> [Exercise aim] When a line in the entries below contains the word "Avenue", copy that line.

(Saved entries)

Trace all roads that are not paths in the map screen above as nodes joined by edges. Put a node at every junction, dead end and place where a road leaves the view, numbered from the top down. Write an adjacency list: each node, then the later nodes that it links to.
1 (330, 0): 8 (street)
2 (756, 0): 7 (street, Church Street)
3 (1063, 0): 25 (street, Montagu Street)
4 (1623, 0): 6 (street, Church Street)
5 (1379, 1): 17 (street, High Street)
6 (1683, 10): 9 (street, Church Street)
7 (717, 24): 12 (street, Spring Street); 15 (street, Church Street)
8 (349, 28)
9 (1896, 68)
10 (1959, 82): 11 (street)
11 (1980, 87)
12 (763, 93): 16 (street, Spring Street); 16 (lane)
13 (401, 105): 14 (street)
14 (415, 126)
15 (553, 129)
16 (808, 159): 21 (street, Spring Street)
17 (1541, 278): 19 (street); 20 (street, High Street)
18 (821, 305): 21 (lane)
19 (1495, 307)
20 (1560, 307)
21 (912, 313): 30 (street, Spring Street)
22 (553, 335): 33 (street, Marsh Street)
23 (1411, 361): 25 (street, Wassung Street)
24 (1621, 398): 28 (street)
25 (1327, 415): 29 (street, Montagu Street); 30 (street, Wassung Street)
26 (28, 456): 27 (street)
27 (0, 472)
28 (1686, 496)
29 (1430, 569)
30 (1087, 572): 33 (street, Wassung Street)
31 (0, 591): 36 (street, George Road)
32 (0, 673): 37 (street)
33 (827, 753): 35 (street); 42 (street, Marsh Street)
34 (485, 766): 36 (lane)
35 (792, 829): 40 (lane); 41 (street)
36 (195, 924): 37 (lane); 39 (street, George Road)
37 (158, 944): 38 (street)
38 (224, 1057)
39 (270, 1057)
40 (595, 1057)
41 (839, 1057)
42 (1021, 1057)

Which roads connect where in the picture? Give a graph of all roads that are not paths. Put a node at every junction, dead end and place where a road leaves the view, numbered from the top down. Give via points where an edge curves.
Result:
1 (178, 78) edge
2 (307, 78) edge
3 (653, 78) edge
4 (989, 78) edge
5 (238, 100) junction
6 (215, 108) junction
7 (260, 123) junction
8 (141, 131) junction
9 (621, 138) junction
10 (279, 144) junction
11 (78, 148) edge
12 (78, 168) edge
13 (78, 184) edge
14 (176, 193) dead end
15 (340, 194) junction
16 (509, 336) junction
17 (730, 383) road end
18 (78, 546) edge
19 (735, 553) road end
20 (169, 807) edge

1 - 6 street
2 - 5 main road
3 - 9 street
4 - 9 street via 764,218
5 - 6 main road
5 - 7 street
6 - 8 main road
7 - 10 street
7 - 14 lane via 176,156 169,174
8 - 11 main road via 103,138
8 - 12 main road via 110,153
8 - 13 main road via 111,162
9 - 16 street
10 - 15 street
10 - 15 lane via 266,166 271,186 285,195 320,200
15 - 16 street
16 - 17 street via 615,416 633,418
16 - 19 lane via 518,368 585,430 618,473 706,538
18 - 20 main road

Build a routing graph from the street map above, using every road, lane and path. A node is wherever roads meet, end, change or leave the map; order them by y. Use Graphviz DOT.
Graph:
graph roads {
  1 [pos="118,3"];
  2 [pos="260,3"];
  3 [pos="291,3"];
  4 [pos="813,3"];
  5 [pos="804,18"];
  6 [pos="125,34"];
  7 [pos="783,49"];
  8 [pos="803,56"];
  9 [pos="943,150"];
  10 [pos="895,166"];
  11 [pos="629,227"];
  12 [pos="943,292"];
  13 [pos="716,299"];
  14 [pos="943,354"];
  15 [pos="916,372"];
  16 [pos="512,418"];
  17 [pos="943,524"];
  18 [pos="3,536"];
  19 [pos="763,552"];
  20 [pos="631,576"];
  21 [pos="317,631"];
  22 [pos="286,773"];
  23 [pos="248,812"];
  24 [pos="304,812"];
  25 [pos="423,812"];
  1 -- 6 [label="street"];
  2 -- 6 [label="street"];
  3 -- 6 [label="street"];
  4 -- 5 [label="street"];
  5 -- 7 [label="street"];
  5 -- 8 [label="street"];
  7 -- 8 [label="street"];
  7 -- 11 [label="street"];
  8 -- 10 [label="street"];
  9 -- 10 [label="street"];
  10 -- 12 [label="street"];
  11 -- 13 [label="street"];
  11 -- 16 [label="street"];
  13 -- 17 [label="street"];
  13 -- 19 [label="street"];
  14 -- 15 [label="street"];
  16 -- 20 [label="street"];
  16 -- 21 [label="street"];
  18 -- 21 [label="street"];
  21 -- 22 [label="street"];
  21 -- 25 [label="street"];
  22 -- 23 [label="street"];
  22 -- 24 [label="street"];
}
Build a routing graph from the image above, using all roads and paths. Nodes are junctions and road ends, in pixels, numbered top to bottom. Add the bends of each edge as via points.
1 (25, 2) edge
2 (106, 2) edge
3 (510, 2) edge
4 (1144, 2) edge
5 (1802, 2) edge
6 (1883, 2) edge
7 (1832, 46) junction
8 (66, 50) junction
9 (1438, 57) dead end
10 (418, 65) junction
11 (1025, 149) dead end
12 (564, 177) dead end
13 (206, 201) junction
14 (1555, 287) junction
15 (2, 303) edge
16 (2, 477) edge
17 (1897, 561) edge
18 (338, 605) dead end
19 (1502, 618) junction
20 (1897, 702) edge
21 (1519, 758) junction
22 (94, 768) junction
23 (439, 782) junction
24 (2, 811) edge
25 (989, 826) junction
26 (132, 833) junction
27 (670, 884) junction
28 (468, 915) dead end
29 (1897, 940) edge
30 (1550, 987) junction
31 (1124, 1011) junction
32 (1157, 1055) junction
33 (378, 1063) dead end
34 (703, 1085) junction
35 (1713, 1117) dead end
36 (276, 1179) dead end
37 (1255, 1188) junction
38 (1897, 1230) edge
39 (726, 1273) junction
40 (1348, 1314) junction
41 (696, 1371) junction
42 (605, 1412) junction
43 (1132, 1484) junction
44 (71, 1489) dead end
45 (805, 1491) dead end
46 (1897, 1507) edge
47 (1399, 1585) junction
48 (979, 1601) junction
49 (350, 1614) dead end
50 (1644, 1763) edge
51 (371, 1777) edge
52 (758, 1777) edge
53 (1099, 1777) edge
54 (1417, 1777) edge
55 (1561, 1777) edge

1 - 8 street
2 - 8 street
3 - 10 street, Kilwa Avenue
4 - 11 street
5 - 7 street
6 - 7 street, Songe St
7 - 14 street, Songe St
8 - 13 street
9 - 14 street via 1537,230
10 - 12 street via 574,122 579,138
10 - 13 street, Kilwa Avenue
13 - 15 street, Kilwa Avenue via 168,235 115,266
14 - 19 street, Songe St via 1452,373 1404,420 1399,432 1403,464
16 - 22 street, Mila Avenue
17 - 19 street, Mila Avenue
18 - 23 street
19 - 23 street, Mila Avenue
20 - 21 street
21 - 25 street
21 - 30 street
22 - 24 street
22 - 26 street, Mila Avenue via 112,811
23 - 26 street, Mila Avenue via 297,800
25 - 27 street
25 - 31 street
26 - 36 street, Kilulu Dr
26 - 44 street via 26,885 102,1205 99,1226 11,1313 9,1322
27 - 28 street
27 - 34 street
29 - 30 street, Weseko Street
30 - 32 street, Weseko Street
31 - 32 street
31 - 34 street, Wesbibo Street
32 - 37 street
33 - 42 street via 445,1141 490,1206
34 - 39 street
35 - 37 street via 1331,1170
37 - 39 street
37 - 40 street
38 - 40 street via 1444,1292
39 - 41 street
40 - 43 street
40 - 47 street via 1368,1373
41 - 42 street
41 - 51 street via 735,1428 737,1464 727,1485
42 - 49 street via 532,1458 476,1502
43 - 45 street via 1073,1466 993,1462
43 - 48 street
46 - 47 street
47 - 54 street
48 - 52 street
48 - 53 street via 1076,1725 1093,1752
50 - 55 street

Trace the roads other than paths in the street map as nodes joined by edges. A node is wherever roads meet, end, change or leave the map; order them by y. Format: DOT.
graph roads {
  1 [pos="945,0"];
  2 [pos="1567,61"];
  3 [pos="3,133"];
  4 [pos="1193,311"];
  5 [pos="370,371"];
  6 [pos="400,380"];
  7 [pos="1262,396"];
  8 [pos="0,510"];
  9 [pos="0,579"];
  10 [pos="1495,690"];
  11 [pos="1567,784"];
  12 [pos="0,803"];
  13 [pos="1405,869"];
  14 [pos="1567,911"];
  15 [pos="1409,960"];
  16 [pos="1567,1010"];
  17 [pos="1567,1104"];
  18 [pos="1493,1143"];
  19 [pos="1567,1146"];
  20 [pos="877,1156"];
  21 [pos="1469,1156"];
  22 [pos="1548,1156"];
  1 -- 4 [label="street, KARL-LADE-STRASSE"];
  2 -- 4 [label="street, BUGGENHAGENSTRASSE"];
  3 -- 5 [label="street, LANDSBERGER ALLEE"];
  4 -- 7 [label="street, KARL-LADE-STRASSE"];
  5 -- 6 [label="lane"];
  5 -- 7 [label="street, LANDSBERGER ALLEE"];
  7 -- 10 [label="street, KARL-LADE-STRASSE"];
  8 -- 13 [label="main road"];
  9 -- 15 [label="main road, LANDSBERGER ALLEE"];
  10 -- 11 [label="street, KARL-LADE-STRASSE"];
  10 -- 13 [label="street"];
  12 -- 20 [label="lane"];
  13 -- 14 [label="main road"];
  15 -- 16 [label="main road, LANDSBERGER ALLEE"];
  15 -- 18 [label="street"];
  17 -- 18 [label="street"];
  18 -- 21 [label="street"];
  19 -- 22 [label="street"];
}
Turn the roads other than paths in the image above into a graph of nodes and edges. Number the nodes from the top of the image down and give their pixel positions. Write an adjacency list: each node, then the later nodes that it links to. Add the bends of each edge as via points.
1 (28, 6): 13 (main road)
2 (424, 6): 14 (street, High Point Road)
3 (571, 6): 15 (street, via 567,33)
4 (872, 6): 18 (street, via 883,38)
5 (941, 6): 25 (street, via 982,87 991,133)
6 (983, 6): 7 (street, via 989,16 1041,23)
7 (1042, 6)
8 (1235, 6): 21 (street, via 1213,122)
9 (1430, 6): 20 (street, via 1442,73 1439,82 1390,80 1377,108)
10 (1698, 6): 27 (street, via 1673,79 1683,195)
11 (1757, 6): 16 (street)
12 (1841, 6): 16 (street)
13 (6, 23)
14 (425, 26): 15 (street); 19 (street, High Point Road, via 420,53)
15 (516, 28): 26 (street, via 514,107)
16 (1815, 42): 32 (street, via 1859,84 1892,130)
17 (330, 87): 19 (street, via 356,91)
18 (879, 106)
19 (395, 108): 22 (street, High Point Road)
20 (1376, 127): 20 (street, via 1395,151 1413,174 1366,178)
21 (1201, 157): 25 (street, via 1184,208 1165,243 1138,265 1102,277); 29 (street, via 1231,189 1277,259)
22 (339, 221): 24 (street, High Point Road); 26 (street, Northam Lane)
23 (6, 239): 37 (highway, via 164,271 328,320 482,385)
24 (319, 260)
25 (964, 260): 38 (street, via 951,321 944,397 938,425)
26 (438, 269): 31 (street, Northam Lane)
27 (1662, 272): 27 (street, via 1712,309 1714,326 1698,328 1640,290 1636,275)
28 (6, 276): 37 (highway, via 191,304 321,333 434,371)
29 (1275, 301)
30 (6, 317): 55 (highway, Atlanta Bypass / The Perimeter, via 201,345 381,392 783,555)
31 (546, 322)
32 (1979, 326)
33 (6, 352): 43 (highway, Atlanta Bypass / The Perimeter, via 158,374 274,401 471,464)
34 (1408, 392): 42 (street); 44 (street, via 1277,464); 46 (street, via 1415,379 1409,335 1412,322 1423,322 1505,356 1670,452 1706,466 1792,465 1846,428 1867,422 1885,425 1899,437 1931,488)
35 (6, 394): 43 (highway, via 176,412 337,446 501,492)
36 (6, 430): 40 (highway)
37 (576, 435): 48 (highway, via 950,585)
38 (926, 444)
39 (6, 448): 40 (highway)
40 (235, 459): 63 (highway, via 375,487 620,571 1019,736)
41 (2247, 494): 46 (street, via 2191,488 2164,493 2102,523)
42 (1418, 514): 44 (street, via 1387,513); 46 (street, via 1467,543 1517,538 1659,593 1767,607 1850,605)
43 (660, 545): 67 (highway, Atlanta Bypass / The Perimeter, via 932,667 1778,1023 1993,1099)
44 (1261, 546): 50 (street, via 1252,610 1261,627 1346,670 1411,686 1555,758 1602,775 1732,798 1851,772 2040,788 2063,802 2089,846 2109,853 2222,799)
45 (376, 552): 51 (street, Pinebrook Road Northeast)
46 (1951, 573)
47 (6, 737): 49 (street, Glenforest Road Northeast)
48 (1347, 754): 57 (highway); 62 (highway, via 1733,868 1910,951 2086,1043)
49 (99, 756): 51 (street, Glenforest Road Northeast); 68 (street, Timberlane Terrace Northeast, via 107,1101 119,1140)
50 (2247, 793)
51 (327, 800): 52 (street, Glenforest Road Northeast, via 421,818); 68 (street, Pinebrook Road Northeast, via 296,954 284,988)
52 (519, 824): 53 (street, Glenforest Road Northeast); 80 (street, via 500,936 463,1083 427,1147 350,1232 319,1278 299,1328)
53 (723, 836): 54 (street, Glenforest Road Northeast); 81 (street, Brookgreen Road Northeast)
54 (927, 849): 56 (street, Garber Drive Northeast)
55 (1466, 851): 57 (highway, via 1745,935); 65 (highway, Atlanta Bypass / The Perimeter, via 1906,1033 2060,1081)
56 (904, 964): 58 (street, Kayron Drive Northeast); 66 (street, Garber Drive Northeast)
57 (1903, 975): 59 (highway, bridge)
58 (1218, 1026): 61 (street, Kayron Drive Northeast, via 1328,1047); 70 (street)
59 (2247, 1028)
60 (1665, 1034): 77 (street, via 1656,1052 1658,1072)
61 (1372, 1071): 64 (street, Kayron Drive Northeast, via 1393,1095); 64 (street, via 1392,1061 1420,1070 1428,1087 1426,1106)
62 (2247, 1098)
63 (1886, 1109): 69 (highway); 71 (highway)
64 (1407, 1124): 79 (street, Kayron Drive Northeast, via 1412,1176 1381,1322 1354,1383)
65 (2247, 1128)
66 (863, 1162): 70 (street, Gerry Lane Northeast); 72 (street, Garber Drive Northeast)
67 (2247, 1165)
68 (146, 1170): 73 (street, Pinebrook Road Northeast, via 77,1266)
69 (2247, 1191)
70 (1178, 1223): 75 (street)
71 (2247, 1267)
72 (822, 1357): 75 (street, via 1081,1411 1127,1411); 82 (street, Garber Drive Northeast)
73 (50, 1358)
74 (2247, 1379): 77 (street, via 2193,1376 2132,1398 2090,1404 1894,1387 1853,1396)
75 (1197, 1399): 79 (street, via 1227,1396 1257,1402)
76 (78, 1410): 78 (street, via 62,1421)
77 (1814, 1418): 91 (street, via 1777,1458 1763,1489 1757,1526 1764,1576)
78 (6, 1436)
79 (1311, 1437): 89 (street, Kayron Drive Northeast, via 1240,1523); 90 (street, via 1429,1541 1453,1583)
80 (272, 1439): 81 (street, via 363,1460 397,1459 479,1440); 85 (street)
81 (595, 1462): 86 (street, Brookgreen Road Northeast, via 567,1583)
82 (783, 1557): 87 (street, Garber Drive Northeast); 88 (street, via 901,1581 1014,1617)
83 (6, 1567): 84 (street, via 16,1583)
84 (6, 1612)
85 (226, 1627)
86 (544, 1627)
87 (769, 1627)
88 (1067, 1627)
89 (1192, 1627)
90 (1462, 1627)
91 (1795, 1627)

> [Result of this task]
3 - 10 street, Kilwa Avenue
10 - 13 street, Kilwa Avenue
13 - 15 street, Kilwa Avenue via 168,235 115,266
16 - 22 street, Mila Avenue
17 - 19 street, Mila Avenue
19 - 23 street, Mila Avenue
22 - 26 street, Mila Avenue via 112,811
23 - 26 street, Mila Avenue via 297,800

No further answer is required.